There’s also the fact that the Royals are a family, something that’s central to the institution’s meaning for many people. Shills and Young cite Bagehot’s explanation of how the actions of a retired widow and unemployed youth (Queen Victoria and the Prince of Wales) become of such importance: they are members of a family and, as such, they are relatable for the mass of ordinary Britons. To be sure, some members of the Firm in attendance today were conspicuous by their black sheep status, but it was the web of family relationships surrounding Charles that provided some of the most touching moments, such as when his son William helped dress him after he’d been anointed. What Shills and Young say about this aspect of the 1953 Coronation could equally have been said about today’s:
The family, despite the ravages of urban life and despite those who allege that it is in dissolution, remains one of the most sinewy of institutions. The family tie is regarded as sacred, even by those who would, or do, shirk the diffuse obligations it imposes. The Coronation, like any other great occasion which in some manner touches the sense of the sacred, brings vitality into family relationships. The Coronation, much like Christmas, was a time for drawing closer the bonds of the family, for reasserting its solidarity and for reemphasising the values of the family – generosity, loyalty, love – which are at the same time the fundamental values necessary for the well-being of the larger society. When listening to the radio, looking at the television, walking the streets to look at the decorations, the unit was the family, and neither mother nor father were far away when their children sat down for cakes and ice cream at one of the thousands of street and village parties held that week. Prominent in the crowds were parents holding small children on their shoulders and carrying even smaller ones in cradles. In all towns over the country, prams were pushed great distances to bring into contact with the symbols of the great event infants who could see or appreciate little. It was as if people recognised that the most elementary unit for entry into communion with the sacred was the family, not the individual.

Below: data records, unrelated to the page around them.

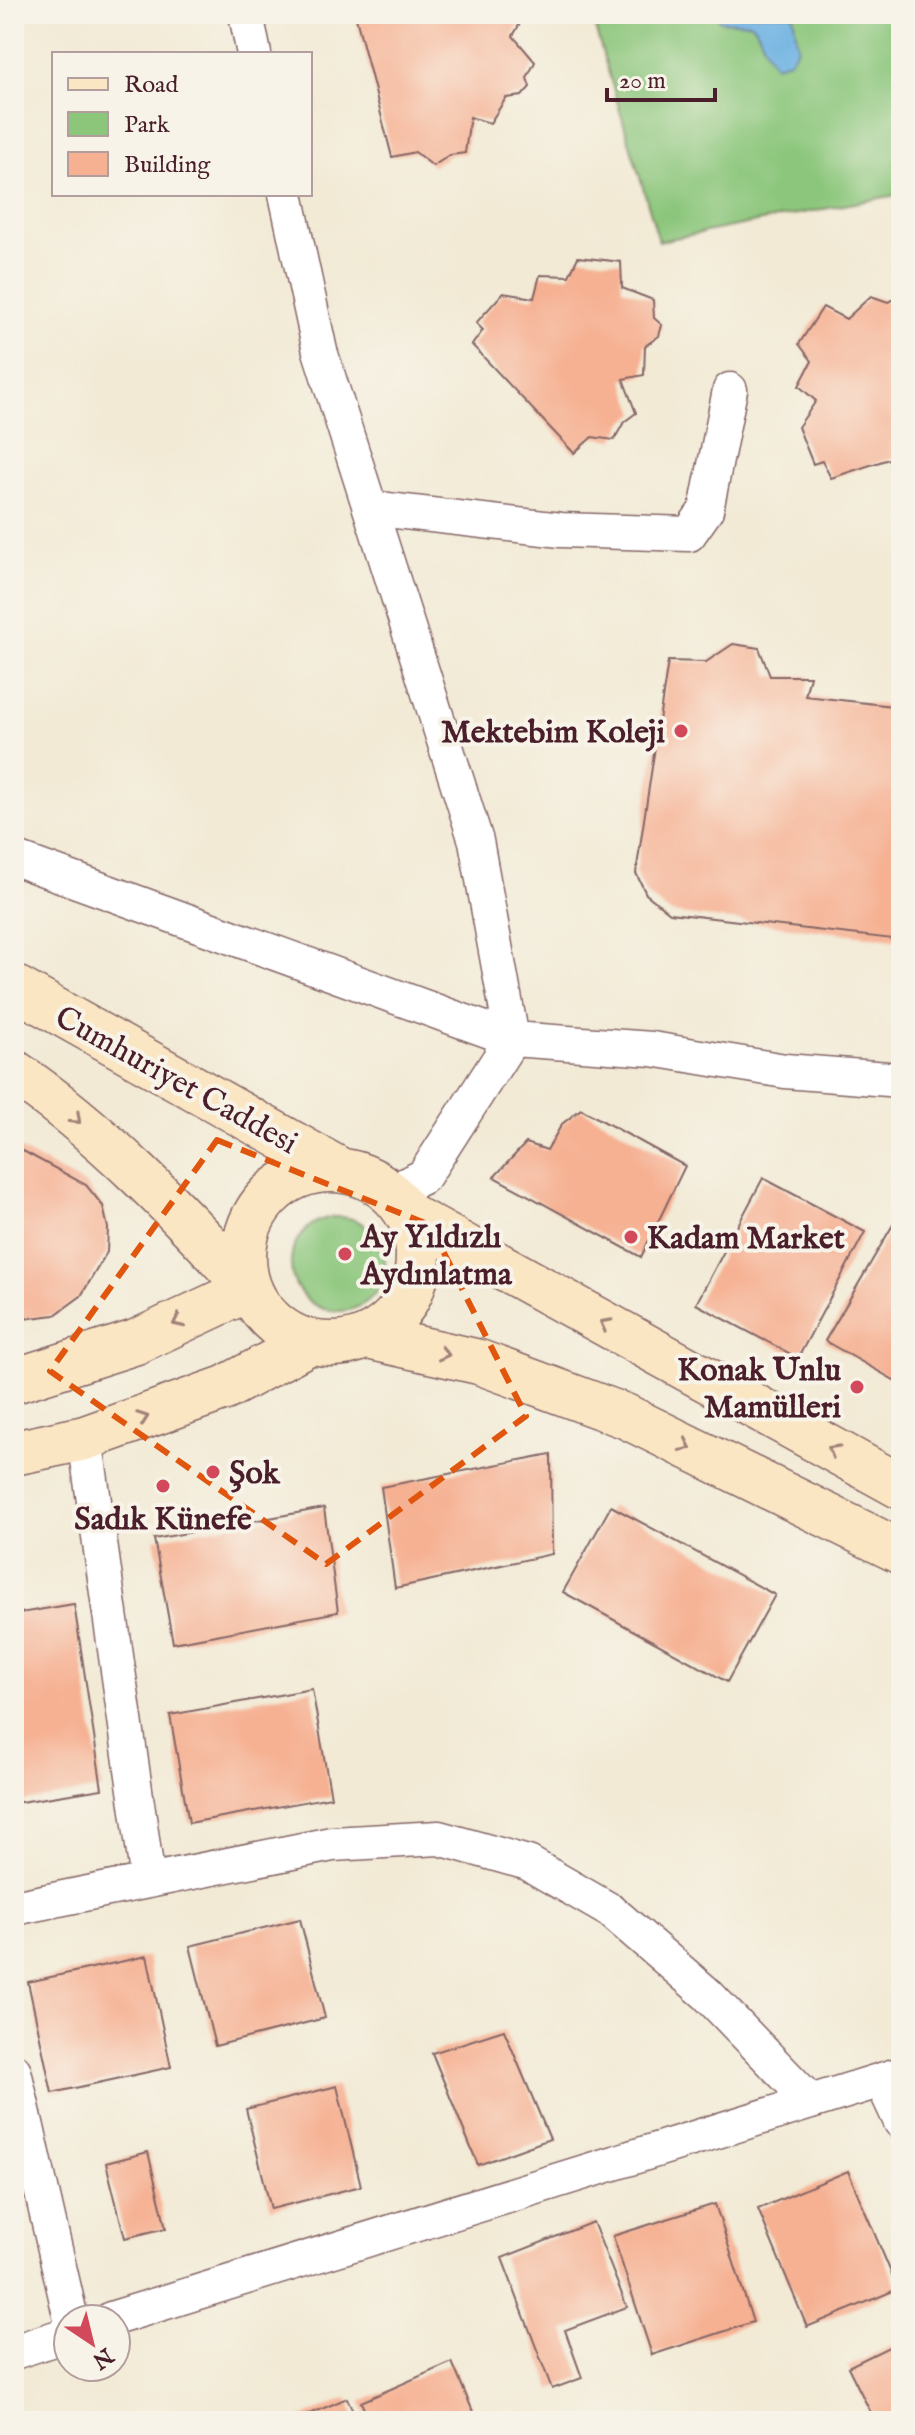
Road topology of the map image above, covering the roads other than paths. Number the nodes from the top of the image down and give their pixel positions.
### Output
1 (246, 14) edge
2 (254, 52) edge
3 (286, 196) edge
4 (730, 390) dead end
5 (370, 508) junction
6 (14, 858) edge
7 (14, 987) edge
8 (512, 1039) junction
9 (14, 1072) edge
10 (901, 1080) edge
11 (340, 1170) junction
12 (400, 1204) junction
13 (249, 1289) junction
14 (368, 1337) junction
15 (310, 1342) junction
16 (14, 1381) edge
17 (85, 1438) junction
18 (14, 1453) edge
19 (901, 1487) edge
20 (901, 1552) edge
21 (148, 1881) junction
22 (14, 1908) edge
23 (14, 2071) edge
24 (892, 2077) edge
25 (811, 2102) junction
26 (901, 2122) edge
27 (67, 2303) edge
28 (132, 2312) edge
29 (52, 2339) edge
30 (14, 2352) edge

1 - 2 street
3 - 5 street
4 - 5 street
5 - 8 street
6 - 8 street
7 - 11 main road, Cumhuriyet Caddesi
8 - 10 street
8 - 12 street
9 -> 13 main road
11 - 12 main road
11 - 13 main road
12 - 14 main road
19 -> 12 main road
13 - 15 main road
13 -> 16 main road
14 - 15 main road
14 -> 20 main road
17 -> 15 main road
17 - 18 main road
17 - 21 street
21 - 22 street
21 - 25 street
23 - 27 street
24 - 25 street
24 - 26 street
25 - 28 street
29 - 30 street

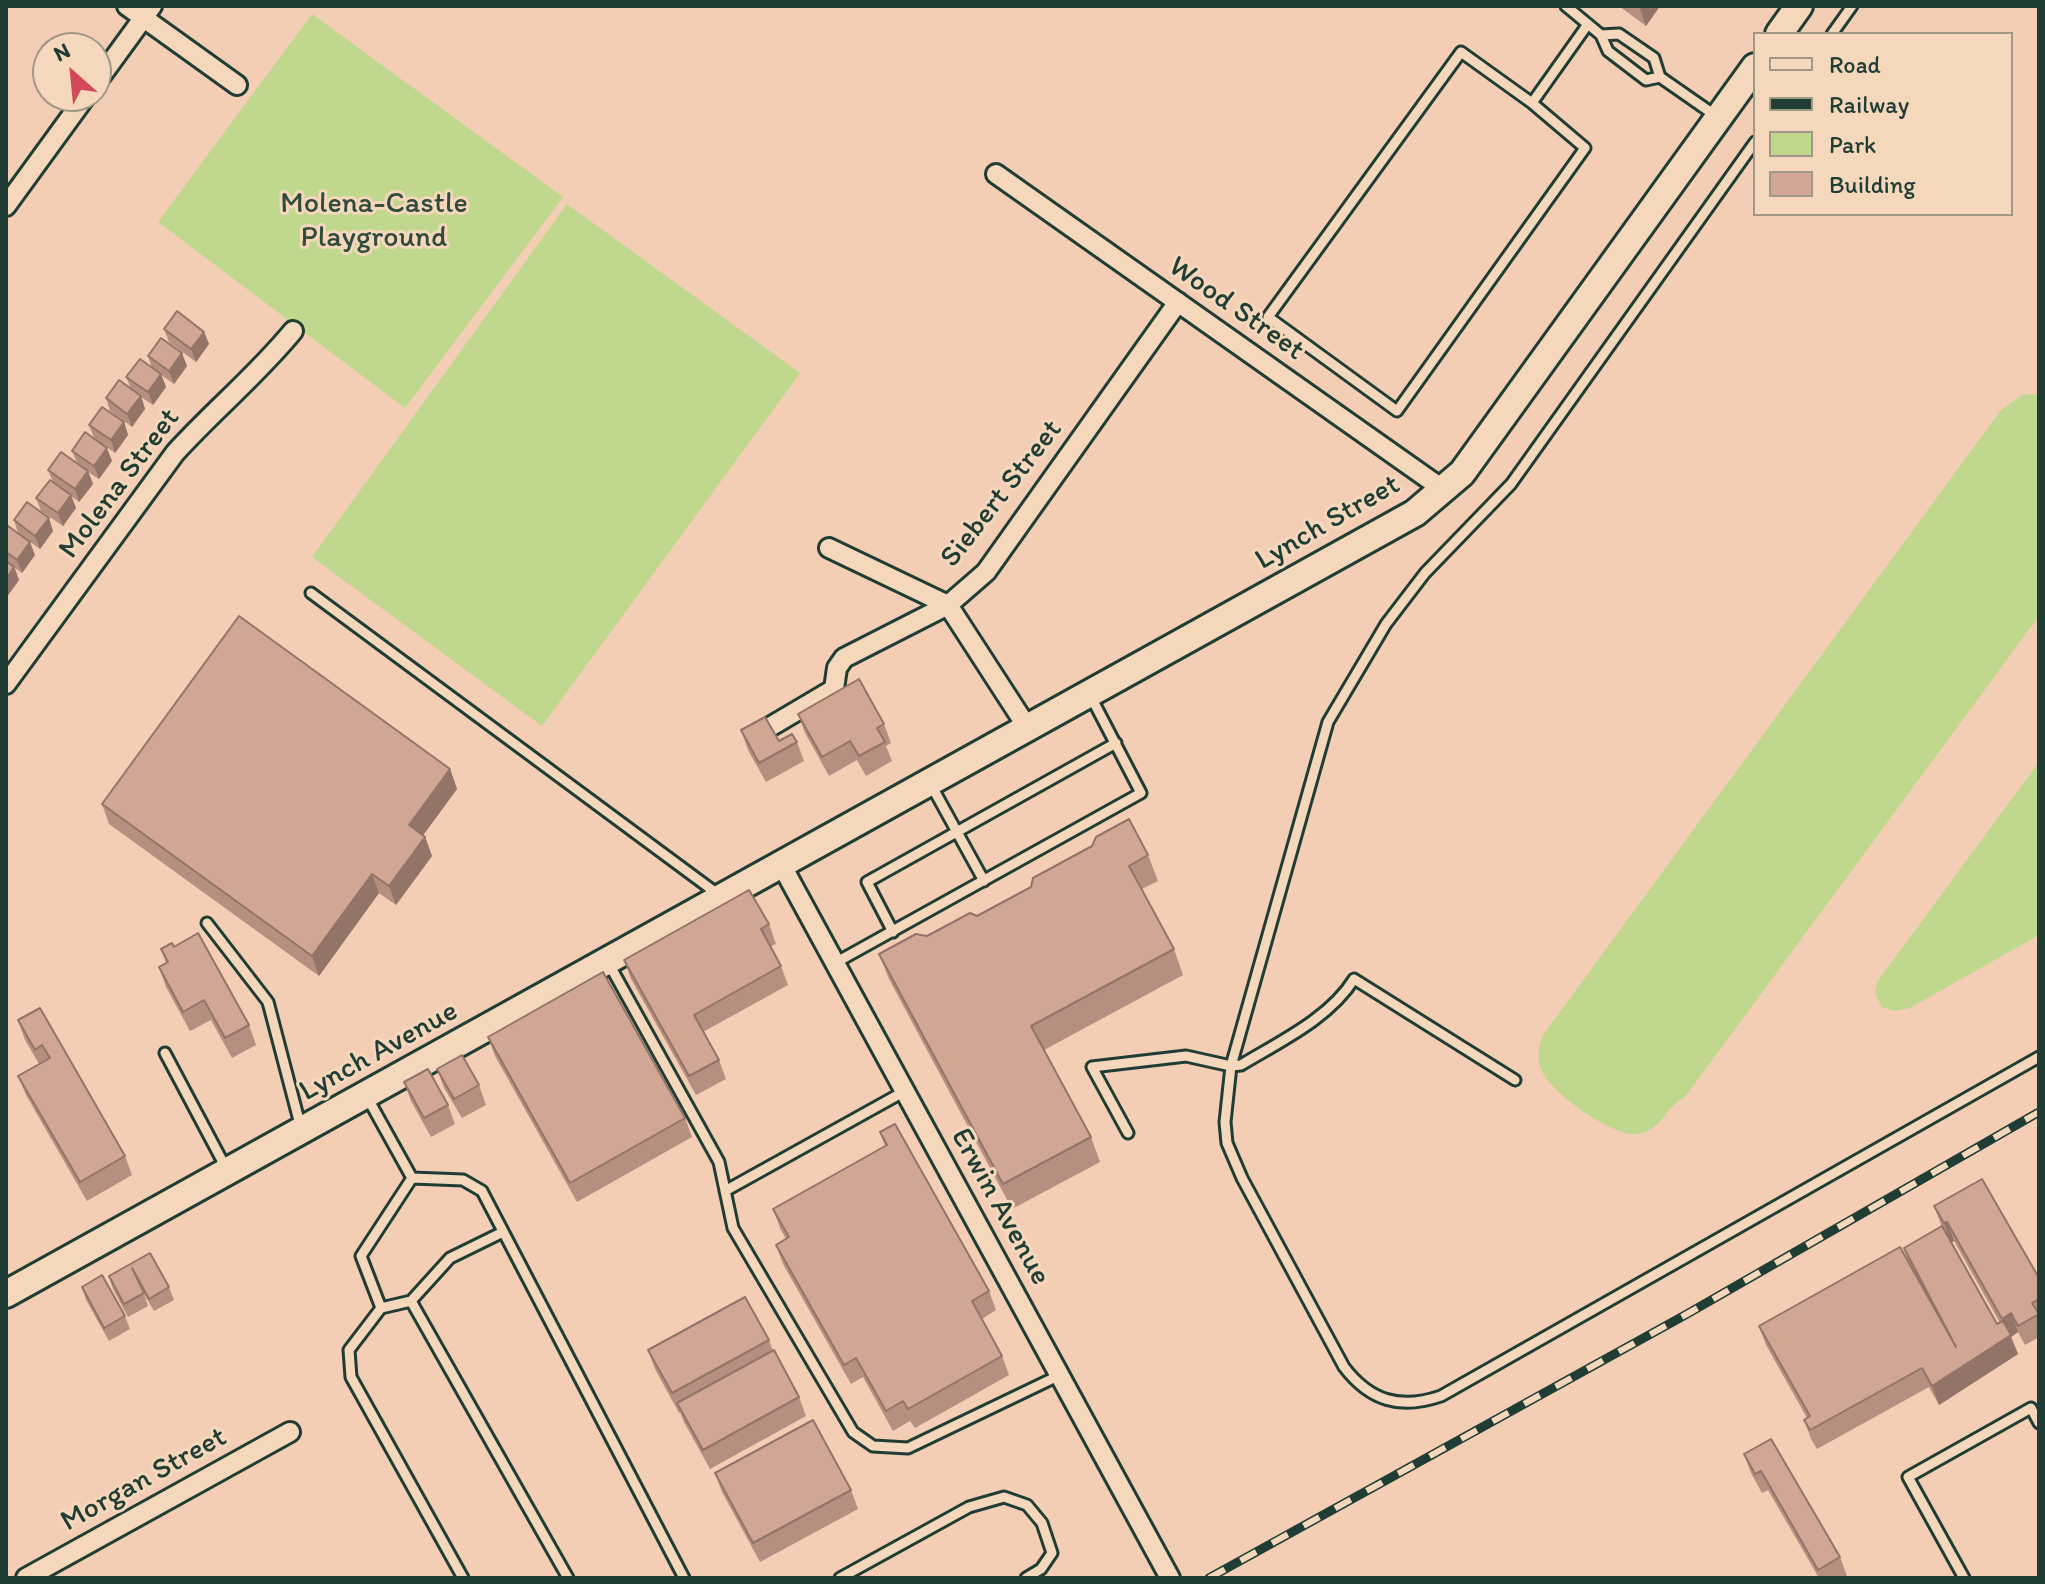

So, yes, it was a deeply odd occasion and it probably meant a little less to today’s Britons than the Coronation of Queen Elizabeth did 70 years ago. But the revelation for me today was how meaningful it all was, how much of a connection there still is between the British people and their monarch, how little disenchantment there is with the symbols and rituals of a dying religion, as well as the great outpouring of affection from ordinary people, not just towards this jug-eared 74 year-old and his wife, his son, his daughter-in-law and his grandchildren, but towards each other. Britain did not feel like a country gradually succumbing to strife and division today, but a strong nation, still quietly patriotic, still with a high degree of social solidarity, still capable of renewal.